Mebane: Evil is not a thing that just sums up in a man. No. It is a thread that begins to run in a small way and then falls down through the years and generations to gain weight as it goes.
Mebane: It’s what we all do – we find a way to allow what we want but should not.
Mebane: That is what regret does. It allows you to live with yourself. You know what they say – all men in prison are innocent? … it’s that they grow to understand themselves in such a way as to see that moment, the trigger that set them off in the first place, that got them to where they are, they see that as something separate from themselves. They come to believe, to know, that ever again their choice would be a different one. Not only in the past but in the future. Because they cannot allow the truth.
In the Fall is well worth a reader’s time to read.
I don't know what to say about this one. I could not take my nose out of it, wanting to get to the mystery at the end. A multi-generational saga set between the War of Southern Aggression and Prohibition.

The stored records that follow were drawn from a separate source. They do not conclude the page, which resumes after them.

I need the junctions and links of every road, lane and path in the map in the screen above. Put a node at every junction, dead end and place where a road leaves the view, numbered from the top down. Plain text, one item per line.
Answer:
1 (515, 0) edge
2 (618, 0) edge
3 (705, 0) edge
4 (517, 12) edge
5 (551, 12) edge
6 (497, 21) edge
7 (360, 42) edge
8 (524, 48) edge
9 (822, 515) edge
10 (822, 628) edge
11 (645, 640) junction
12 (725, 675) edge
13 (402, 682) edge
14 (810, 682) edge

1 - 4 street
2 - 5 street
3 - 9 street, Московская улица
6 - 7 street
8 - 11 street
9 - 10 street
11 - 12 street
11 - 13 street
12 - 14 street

A couple of quotes to give you and idea:
"The problem, Jamie had long felt, was not the people weren't capable of telling the truth; it was that they weren't able to understand what they were hearing. The truth was no a line from here to there, and not ever-widening circles like the rings on a sawn lag, but rather trails of oscillation overlapping liquid that poured forth but then assumed a shape and life of their own, that circle back around in spirals and fluctuations to touch and color all truths that came out after that one. So a thing was not one thing but many things. A fact many facts. He understood this perfectly and understood also that with the first words out of his mouth this understanding would collapse to a small mean thing, a target to be driven home toward. There was the sensation of being trapped, caught between who he was and what could be explained."
Can you stand more?
"Because what he had learned in the woods was that everything new is only a shift in what is already known. Some shift of the familiar. A new pattern, nothing more than that. The world was knowable. He knew that much He was fourteen......"
Lush and lovely, In The Fall is an immersive, and deeply flawed take on Big American Themes of family, race, and identity. Lent's prose is long-winded and beautiful but will be pure agony for readers in search of brevity. The guy does his own thing syntax-wise, mixing three-word sentences with ones that go on for half a page, ignoring conventional grammar rules and relying a tad too much on philosophical similes. Still, the plot moves along briskly enough. The first third of the novel is incredible. I would have read an entire novel about only Leah and Norman....in fact, I kind of wish I had. The novel's lyricism becomes strained towards the end, as Lent's characters are forced to make explicit and grandiose proclamations about subjects the novel is best at exploring implicitly through character and circumstance. Also, be aware that you're not going to find any good female characters in here. This is a novel about male legacy first and foremost, and there is a legit Manic Pixie Dream Girl in the third act. Overall, I'm glad I read it, but it's going to take some time to digest. Reading In the Fall was like eating a big, homemade meal: some of it was really good and some of was overcooked, but I finished it feeling full and satisfied.
In many ways, this book reminds me of Anna Karenina. There are historical aspects, love interests, views on class and race and general thoughts on life and how different people live it. There is no easy and quick way to sum up a book like this. It is too multi-faceted.
The book is written in three parts. It starts in the Civil War. A young man from Vermont is wounded, found by a runaway slave and falls in love. Then, we move on with one of his son's who is determined to get away from the Vermont farm. The story is finished with the son's son, who is looking to lace up the pieces of his history.
Well told. Slow moving. Interesting topics. Slightly disappointing (but not bad) ending.